Sie stand in der Schlafzimmertür, als er aus dem Bad zurückkam. „Mir ist klar, dass du nicht verstehen kannst, was ich fühle“, brachte sie stockend hervor. „Aber ich habe einmal geliebt, und meine Liebe wurde von diesem ganz besonderen Menschen erwidert. Heute Abend habe ich diese Verbindung verraten, mit einer Intimität, die leer und bedeutungslos war.“
Nikolai hatte noch nie eine tiefere Bedeutung im Sex gesucht.

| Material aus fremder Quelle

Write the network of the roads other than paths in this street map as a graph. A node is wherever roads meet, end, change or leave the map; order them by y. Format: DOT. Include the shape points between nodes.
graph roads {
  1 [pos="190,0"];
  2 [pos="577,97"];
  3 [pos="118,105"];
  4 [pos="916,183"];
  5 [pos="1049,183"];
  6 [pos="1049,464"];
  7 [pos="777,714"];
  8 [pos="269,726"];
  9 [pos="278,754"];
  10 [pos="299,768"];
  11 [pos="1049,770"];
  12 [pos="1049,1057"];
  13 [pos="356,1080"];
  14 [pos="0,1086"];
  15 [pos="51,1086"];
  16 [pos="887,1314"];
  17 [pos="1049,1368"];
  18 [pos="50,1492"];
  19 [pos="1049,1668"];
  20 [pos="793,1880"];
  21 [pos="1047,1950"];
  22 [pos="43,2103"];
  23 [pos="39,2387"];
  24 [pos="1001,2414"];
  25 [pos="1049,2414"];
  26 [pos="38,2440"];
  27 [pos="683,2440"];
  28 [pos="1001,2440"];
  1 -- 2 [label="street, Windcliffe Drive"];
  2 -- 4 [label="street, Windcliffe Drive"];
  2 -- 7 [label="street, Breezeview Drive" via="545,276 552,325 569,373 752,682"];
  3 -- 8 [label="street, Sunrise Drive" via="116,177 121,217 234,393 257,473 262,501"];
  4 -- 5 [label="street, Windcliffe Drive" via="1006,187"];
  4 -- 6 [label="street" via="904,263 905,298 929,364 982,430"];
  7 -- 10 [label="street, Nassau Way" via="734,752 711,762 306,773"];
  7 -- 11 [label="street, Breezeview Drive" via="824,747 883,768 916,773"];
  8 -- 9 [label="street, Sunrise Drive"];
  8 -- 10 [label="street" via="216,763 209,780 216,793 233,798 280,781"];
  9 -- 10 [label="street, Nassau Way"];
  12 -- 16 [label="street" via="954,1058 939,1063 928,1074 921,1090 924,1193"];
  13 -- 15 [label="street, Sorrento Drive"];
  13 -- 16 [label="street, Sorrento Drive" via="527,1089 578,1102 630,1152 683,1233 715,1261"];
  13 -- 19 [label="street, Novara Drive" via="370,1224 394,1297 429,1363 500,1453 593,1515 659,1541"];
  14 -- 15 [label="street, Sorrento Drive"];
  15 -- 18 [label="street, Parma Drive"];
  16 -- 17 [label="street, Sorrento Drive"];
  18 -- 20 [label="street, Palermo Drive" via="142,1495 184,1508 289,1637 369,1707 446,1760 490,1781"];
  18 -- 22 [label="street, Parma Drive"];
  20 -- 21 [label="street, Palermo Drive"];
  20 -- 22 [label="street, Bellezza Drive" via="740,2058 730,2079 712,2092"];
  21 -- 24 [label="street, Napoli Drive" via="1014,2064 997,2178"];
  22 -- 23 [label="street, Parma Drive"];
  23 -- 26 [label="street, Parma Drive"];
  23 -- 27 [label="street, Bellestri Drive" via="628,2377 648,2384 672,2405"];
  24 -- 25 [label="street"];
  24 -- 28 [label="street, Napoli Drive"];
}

Diese Erklärung von ihr trieb die Beleidigung noch tiefer in sein Fleisch, wurde er dadurch doch auf einen niederen Rang verwiesen. „Dein Mann ist seit sechs Jahren tot. Du solltest längst darüber hinweggekommen sein und mit deinem Leben weitergemacht haben.“
„So einfach ist das nicht.“
„Dass du dich an einen Toten klammerst, wird es nicht leichter machen“, konterte er trocken.

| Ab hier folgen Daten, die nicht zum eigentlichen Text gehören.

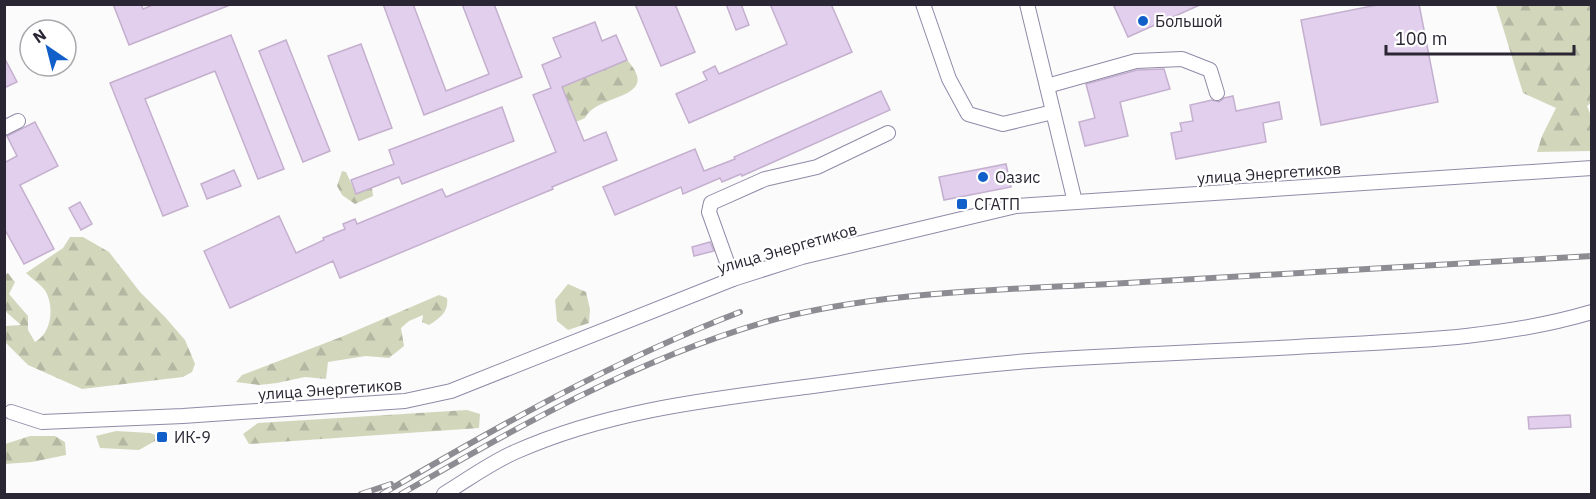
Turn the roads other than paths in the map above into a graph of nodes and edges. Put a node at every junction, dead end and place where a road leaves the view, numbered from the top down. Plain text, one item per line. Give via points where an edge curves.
1 (923, 4) edge
2 (1027, 4) edge
3 (1047, 86) junction
4 (1217, 93) dead end
5 (1053, 112) junction
6 (18, 121) dead end
7 (4, 128) edge
8 (888, 133) dead end
9 (1592, 168) edge
10 (1075, 202) junction
11 (733, 279) junction
12 (1592, 312) edge
13 (7, 410) edge
14 (444, 495) edge

1 - 5 street via 949,79 968,114 1003,124
2 - 3 street
3 - 4 street via 1136,61 1182,59 1210,70
3 - 5 street
5 - 10 street
6 - 7 street
8 - 11 street via 817,167 765,179 711,203 709,212
9 - 10 street, улица Энергетиков
10 - 11 street, улица Энергетиков via 1016,206 802,257
11 - 13 street, улица Энергетиков via 452,391 405,401 42,422
12 - 14 street via 1472,337 1031,361 892,375 669,406 586,427 517,451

„Ich glaube, du hast noch nie geliebt.“
Nikolai überlegte. „Keine Frau, nein. Meinen Großvater habe ich geliebt“, gab er zu. „Aber deine Trauer grenzt ja schon an Besessenheit.“
„Das ist wohl meine Sache“, verteidigte sie sich.
„Wie du meinst.“ Nikolai ging zur Tür. „ Dobranotsch – gute Nacht“, sagte er leise und verließ ihr Apartment.
In der stillen Diele schlang Abbey die Arme um sich und atmete tief durch. Sie stand praktisch noch immer unter Schock. Die Leidenschaft, die sie mit Nikolai geteilt hatte, pulste noch immer in ihrem Körper, eine Leidenschaft, von deren Existenz sie nie geahnt hatte. Sie fragte sich, warum sie sich einsamer fühlte als je zuvor und wieso Nikolai eine solche Wirkung auf sie haben konnte. Jeffrey hatte sie nie so stark begehrt. Kein sehr schmeichelhafter Gedanke, doch Abbey war grundsätzlich ehrlich zu sich selbst. Jeffrey hatte sie genug geliebt, um sie zu heiraten, aber was die körperliche Seite der Beziehung betroffen hatte, so hatte dort augenscheinlich etwas gefehlt. Ihr Schuldgefühl wuchs an.
In dieser Nacht tat sie kaum ein Auge zu.
Früh am nächsten Morgen erfolgte der erste Anruf. Eine Zeitschrift bot Abbey eine ansehnliche Summe für die Story über ihre Nacht mit Nikolai Arlov. Angewidert knallte sie den Telefonhörer auf.
Zahlreiche Paparazzi belagerten die Haustür, als sie aus dem Haus ging, um zur Firma zu fahren. Ihre Wangen brannten, als sie sich vorstellte, wie begeistert die Reporter sein würden, wüssten sie, dass Abbey bereits beim ersten Date mit Nikolai Arlov im Bett gelandet war. Der russische Milliardär machte seinem Ruf als notorischer Schürzenjäger alle Ehre.
Als Abbey bei Support Systems vorfuhr, verließen gerade zwei düster aussehende Männer das Gebäude.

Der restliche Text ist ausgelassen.